Es probable que comiences por consultar con el profesional de atención médica primaria, quien podría derivarte a un médico que se especializa en artritis (reumatólogo) para una evaluación adicional.

Qué puedes hacer

Cuando programes la consulta, pregunta si hay algo que debas hacer con anticipación, como ayunar antes de una prueba determinada. Prepara una lista de lo siguiente:

  • Tus síntomas. Incluye todos, aunque parezcan no tener relación con el motivo de tu consulta
  • Tu información personal más importante, incluso tu historia clínica y la de tu familia
  • Todos los medicamentos, vitaminas y otros suplementos que tomes, incluidas las dosis
  • Preguntas para hacerle al médico

Si es posible, pídele a un familiar o a un amigo que te acompañe, para que te ayude a recordar la información que recibas. En el caso de la artritis reactiva, algunas preguntas básicas para hacerle al médico son las siguientes:

  • ¿Qué podría estar provocando mis síntomas o mi enfermedad?
  • ¿Cuáles son otras causas posibles?
  • ¿Qué pruebas necesito hacerme?
  • ¿Qué enfoque de tratamiento me recomiendas?
  • ¿Cuán rápido esperas que los síntomas mejoren con el tratamiento?
  • ¿Hay algo que pueda hacer ahora para ayudar a aliviar el dolor en las articulaciones?
  • ¿Hay riesgos de que esta enfermedad tenga complicaciones a largo plazo?
  • Tengo otros problemas de salud. ¿Cuál es la mejor manera de controlarlos en forma conjunta?

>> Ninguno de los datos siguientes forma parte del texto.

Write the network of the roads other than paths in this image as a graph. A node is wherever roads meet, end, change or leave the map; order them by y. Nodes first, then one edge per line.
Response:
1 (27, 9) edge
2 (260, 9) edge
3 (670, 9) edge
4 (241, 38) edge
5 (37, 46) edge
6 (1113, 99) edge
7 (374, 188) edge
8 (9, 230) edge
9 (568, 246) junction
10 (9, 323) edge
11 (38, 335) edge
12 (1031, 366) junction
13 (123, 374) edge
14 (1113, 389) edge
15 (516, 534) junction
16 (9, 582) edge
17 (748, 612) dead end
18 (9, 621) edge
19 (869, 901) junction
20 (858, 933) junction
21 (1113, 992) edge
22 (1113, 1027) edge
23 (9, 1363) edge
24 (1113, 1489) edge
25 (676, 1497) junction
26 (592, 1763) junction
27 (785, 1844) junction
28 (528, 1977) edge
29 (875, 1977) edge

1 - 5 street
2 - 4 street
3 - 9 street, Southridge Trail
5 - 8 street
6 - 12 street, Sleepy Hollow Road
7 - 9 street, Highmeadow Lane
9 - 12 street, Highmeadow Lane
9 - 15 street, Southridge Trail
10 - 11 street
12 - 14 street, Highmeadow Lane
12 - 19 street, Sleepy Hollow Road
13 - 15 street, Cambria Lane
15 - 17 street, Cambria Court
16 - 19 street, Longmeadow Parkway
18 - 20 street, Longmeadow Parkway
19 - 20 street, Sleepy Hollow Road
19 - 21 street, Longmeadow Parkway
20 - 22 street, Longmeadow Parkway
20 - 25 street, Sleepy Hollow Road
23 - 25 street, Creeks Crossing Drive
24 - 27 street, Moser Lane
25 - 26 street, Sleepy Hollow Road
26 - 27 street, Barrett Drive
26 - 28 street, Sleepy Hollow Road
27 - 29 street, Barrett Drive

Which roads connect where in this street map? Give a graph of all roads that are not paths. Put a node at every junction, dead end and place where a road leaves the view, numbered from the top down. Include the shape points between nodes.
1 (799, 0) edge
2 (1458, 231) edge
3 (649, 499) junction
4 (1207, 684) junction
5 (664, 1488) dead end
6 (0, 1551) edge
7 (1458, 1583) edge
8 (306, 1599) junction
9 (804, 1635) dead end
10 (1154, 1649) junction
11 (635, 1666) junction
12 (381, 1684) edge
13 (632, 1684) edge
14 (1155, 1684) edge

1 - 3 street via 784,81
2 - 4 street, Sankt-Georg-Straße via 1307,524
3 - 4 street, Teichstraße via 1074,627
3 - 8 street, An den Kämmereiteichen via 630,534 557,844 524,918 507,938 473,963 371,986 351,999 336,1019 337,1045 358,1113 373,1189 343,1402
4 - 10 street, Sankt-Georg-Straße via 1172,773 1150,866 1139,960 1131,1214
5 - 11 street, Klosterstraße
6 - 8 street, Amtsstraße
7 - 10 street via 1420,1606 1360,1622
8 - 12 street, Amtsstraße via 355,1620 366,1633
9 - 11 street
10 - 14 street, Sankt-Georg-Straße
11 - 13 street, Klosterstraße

No dudes en hacer otras preguntas.

Qué esperar del médico

Es probable que el médico te haga una serie de preguntas, como las siguientes:

  • ¿Cuándo comenzaron los síntomas?
  • ¿Han sido continuos u ocasionales?
  • ¿Cuán intensos son los síntomas?
  • ¿Existe algo que, al parecer, esté mejorando los síntomas?
  • ¿Existe algo que, al parecer, esté empeorando los síntomas?
  • ¿Has tenido alguna infección recientemente?